The Toba Centre for Children and Youth, a charitable child advocacy centre assisting abused children and families, held its first annual Healing Hope: Comfort Kid Drive on Saturday.
Supporters drove up to the centre to donate new clothing — including sweatshirts and winter wear — as well as other items, including colouring books, sensory toys, games and gift cards.
KEVIN ROLLASON / FREE PRESS
Christy Dzikowiez, CEO of the Toba Centre for Children and Youth and Mike Cavell, with event sponsor Platinum Jets with some of the donations in front of the centre.
“I’ve brought various sizes of boys’ and girls’ clothes, some winter wear, some personal hygiene items and some toys and crafts,” said Lee-Ann Snydal as she opened her vehicle’s trunk and handed large gift bags of items to waiting volunteers.

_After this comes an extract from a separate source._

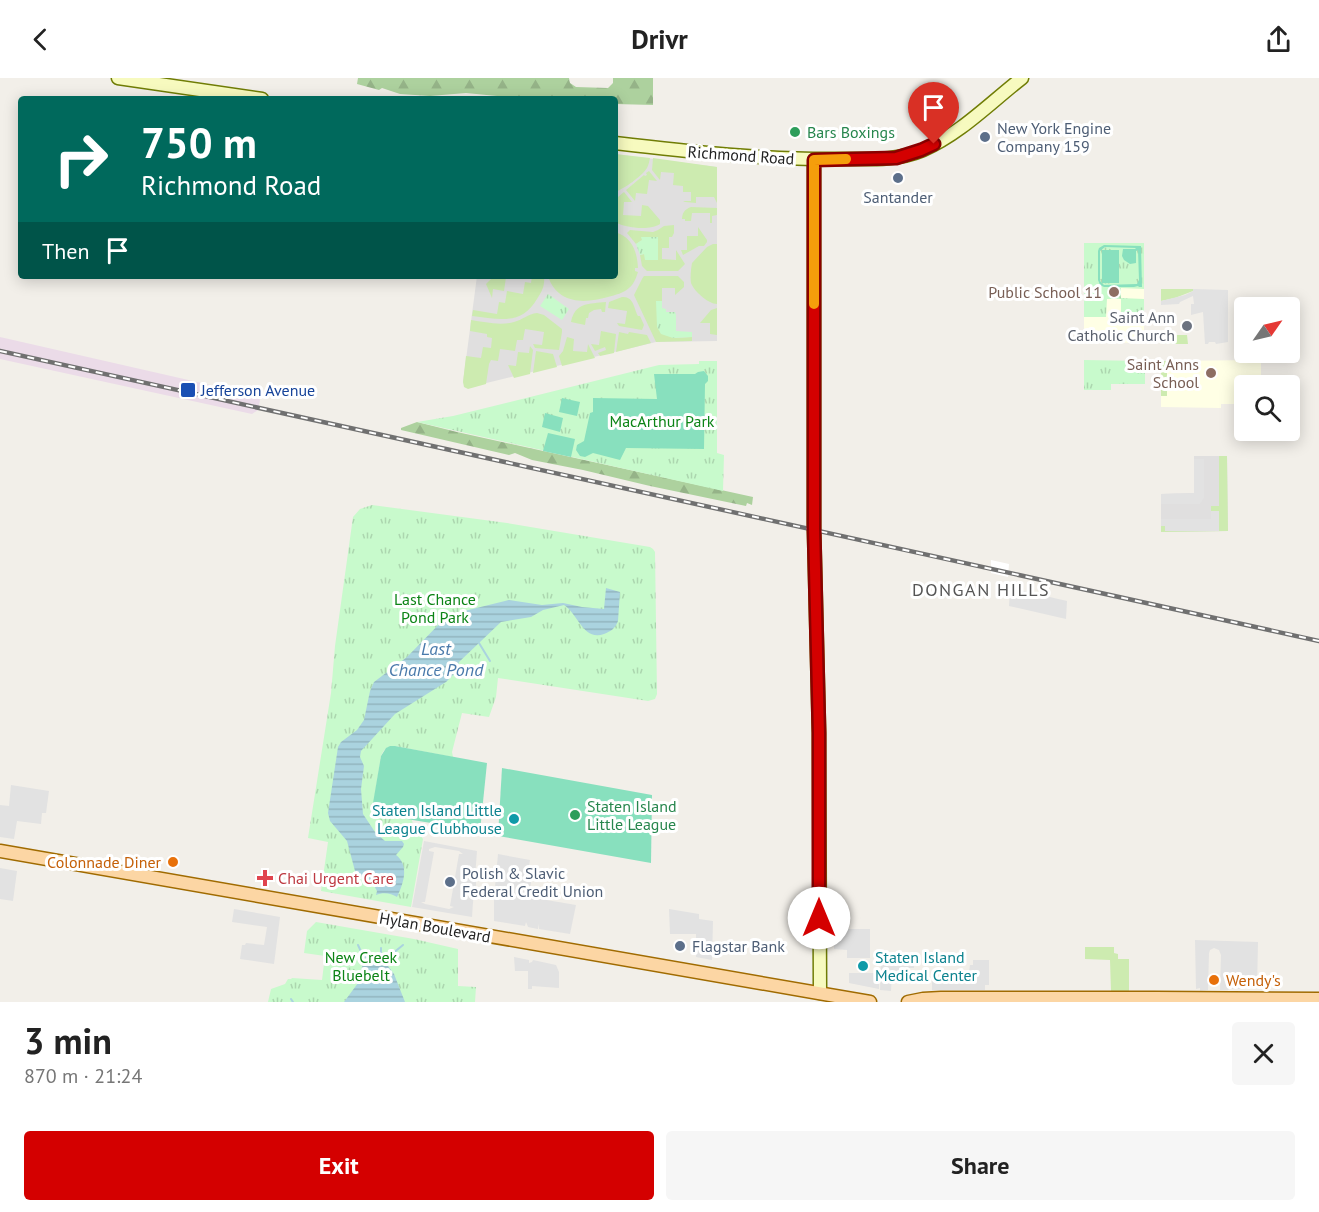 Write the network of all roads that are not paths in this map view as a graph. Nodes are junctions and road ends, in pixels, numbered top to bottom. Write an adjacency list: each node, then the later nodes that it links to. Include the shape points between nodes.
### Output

“I know the work they do here and I know that some of the kids get here with nothing,” Snydal said.
“This gives them hope. You want to help as much as you can, 100 per cent.”
The Toba Centre for Children and Youth helps children, in a less stressful environment, meet with police and Crown attorneys, as well as medical, mental health and victim advocacy workers.
Christy Dzikowicz, Toba’s CEO, said it is all part of a multi-disciplinary team approach to investigations and Saturday’s event helps.
“This is something we’ve wanted to do for a long time,” she said.
“Right now, 70 per cent of the kids and families we see here are from outside Winnipeg. So, in addition to dealing with the trauma and coming here as part of a child abuse investigation, they are away from home. This is the way the community can support these families when they are in town.”
Dzikowicz said the volunteers will take the items donated and curate them into comfort kits which they can use while staying in hotels.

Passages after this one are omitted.